Hörbilder
Neun Tage - zwei Zehennägel - nach Hause gehen. Mit Rucksack und Aufnahmegrät ist die Autorin von Wien nach Graz zu Fuß unterwegs. Feature von Anna Katharina Laggner
5. Jänner 2013, 09:05
Aufregend dein Plan, sagt meine Großmutter beim Muttertagsessen in einer Mühle am Fluss. Die Mühle wird es drei Monate später nicht mehr geben. Aufregend.
Mein Plan?
Man hat mir gesagt, ich soll einen Plan haben. Und ich soll diesen Plan auf einer A4-Seite ausformulieren. Ein Exposé schreiben. Aber was schreibt man, wenn die einzige Idee darin besteht, nach hause zu gehen?
Ich werde einfach gehen, hab ich mir gedacht. Gehen gegen den Frust.
Ich werde einfach gehen, weil alle immer fahren, weil ich immer fahre. Eine Strecke, die ich nie als Reise wahrnehme. Eine Strecke, die ich wahrscheinlich am öftesten in meinem Leben zurückgelegt habe.
Den Wechsel kenne ich nur von der Autobahn, Geschwindigkeitsbegrenzung, Raststätte Zöbern, das Warnschild "Achtung tiefstehende Sonne". Dort, auf halbem Weg, werde ich um ein Haar im dichten Nebel verloren gehen. Mein Aufnahmegerät wird sich schlimm verkühlen.
Es gibt keine Zimmerreservierungen, dafür Jause und einen kleinen Rucksack. Es gibt einen Pfefferspray und eine Abneigung gegen Hunde. Es gibt einen Weg, der ungefähr querfeldein Richtung Süden führt. Und es gibt den ersten Schritt, der der schwerste ist.
Und mein Plan?
Von jeglichem Plan werde ich nach der ersten Begegnung und noch innerhalb der Wiener Stadtgrenzen geheilt sein. Ich werde keine einzige Person mehr fragen, wohin sie unterwegs ist, wo sie zu hause ist und ob ich sie begleiten darf.
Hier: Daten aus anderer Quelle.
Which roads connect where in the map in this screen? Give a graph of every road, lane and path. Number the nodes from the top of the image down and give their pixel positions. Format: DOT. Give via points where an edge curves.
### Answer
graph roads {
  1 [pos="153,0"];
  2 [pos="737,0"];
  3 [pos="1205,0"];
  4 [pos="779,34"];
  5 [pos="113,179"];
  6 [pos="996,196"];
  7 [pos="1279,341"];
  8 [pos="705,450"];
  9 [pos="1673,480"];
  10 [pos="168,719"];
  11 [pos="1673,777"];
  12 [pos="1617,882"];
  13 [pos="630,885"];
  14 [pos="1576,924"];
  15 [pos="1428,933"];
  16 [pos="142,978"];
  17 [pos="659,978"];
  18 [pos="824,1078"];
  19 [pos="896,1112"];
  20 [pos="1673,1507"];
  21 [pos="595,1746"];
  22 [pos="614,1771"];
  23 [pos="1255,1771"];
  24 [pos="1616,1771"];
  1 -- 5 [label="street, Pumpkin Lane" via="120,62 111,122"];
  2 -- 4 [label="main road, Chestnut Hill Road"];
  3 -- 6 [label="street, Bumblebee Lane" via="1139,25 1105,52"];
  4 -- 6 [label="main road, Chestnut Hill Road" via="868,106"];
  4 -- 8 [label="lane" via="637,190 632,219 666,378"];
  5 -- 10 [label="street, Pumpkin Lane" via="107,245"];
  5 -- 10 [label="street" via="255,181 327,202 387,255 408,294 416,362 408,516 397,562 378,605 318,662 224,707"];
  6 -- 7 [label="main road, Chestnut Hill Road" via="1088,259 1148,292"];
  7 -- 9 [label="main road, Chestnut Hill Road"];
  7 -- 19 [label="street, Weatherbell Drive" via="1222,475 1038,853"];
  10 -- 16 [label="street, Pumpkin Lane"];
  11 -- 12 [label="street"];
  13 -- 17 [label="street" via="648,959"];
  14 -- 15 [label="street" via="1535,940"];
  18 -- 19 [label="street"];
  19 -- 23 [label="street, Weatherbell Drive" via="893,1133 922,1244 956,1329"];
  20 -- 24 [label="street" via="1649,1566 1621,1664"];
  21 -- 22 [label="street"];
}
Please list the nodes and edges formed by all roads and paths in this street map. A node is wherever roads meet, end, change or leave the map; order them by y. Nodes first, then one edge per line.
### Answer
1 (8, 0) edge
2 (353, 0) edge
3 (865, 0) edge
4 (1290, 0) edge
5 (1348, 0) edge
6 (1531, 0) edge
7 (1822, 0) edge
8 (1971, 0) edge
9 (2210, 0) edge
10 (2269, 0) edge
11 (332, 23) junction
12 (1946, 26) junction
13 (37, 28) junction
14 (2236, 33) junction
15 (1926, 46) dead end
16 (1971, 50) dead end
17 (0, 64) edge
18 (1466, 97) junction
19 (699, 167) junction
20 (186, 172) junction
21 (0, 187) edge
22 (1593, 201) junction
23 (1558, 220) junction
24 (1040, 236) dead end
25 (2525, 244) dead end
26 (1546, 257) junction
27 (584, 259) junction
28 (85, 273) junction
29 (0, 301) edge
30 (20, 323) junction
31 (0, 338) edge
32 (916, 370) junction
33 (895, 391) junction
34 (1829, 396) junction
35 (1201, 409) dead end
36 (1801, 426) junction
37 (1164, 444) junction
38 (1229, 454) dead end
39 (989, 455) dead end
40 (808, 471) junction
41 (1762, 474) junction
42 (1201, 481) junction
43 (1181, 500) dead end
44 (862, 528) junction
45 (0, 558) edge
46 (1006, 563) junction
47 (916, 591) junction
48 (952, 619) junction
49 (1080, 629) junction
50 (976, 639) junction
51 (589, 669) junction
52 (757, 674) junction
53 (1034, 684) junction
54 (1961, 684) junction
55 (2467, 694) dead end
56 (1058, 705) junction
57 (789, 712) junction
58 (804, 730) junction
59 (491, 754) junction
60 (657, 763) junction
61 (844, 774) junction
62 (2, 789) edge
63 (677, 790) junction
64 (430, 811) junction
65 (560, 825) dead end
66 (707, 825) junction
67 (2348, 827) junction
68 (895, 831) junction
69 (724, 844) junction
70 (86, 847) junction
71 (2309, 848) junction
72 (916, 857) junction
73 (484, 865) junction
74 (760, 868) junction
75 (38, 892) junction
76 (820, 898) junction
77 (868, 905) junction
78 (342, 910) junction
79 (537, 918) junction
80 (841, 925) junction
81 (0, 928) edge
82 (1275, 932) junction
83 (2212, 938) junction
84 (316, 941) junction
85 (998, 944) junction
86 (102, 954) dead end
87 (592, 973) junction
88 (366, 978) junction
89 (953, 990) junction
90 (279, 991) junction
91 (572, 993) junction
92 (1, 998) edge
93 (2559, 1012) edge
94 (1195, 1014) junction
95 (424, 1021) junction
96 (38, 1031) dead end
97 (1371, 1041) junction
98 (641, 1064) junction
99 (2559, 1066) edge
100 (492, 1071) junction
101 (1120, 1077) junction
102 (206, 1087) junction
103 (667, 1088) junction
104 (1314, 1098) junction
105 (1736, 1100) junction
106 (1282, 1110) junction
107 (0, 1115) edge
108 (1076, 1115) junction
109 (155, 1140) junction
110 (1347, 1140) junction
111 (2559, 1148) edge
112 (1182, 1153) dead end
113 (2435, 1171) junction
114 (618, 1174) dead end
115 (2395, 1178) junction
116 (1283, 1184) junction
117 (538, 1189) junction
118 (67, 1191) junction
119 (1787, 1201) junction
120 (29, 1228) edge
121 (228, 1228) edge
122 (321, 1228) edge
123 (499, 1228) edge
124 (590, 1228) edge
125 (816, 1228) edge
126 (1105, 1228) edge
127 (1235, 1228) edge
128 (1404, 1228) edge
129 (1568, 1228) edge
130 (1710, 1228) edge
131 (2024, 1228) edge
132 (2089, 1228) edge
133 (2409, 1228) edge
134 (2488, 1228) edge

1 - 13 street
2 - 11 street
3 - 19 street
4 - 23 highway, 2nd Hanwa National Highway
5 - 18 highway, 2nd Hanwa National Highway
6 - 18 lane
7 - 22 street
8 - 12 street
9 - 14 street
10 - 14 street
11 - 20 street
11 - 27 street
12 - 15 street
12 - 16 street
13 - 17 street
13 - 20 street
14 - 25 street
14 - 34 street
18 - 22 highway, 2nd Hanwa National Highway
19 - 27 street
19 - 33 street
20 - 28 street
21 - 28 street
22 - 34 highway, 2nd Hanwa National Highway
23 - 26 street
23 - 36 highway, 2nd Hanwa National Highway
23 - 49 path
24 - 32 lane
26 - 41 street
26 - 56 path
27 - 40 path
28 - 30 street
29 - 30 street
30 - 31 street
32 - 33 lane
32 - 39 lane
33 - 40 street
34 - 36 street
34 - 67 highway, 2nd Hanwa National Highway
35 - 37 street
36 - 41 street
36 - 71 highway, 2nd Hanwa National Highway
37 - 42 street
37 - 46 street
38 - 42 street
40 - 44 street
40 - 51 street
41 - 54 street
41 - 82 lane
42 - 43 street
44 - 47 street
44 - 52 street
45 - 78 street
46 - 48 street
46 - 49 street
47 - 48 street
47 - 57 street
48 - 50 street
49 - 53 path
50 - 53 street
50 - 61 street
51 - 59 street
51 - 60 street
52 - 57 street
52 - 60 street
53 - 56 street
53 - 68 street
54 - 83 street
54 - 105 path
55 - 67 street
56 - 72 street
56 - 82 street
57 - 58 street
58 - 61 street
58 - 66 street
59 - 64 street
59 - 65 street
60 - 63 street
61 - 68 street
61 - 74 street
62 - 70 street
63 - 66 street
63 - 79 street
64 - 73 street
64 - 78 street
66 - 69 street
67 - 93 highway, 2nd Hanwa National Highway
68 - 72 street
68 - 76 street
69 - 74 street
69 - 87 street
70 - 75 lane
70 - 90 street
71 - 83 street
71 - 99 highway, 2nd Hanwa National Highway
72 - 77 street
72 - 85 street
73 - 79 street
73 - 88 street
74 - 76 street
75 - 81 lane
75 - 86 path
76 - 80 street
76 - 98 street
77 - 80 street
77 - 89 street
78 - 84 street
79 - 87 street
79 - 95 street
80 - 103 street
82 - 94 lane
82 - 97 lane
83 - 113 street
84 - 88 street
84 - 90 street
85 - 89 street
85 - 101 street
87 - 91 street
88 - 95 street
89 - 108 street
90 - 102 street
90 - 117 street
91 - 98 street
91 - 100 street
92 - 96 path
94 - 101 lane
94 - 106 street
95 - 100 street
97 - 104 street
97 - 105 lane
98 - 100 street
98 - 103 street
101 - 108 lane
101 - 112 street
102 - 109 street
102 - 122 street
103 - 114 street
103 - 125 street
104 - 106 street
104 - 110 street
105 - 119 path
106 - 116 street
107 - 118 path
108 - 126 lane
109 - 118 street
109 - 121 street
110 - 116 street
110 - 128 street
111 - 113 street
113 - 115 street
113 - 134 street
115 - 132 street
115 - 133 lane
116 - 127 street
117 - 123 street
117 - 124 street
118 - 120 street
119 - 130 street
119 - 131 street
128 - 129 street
Die Menschen reden mich an. Erzählen mir vom Yeti, der auf der Hohen Wand wohnt. Von Mallorca, wo es nur Pinienwälder gibt. Von der Suche nach Gurus und den rechten Lebenswegen.
Zwei Mal sind Straßen gesperrt. Ein Mal wegen der Beerdigung des Bruders eines Wirten, ein Mal wegen der Hochzeit eines Zimmermanns.
Kurz vor dem Ende der Reise werde ich mich verirren.
In Graz wohnen meine Eltern, zwei meiner Schwestern, meine Großmutter.
Von dort bin ich aufgebrochen in die Welt.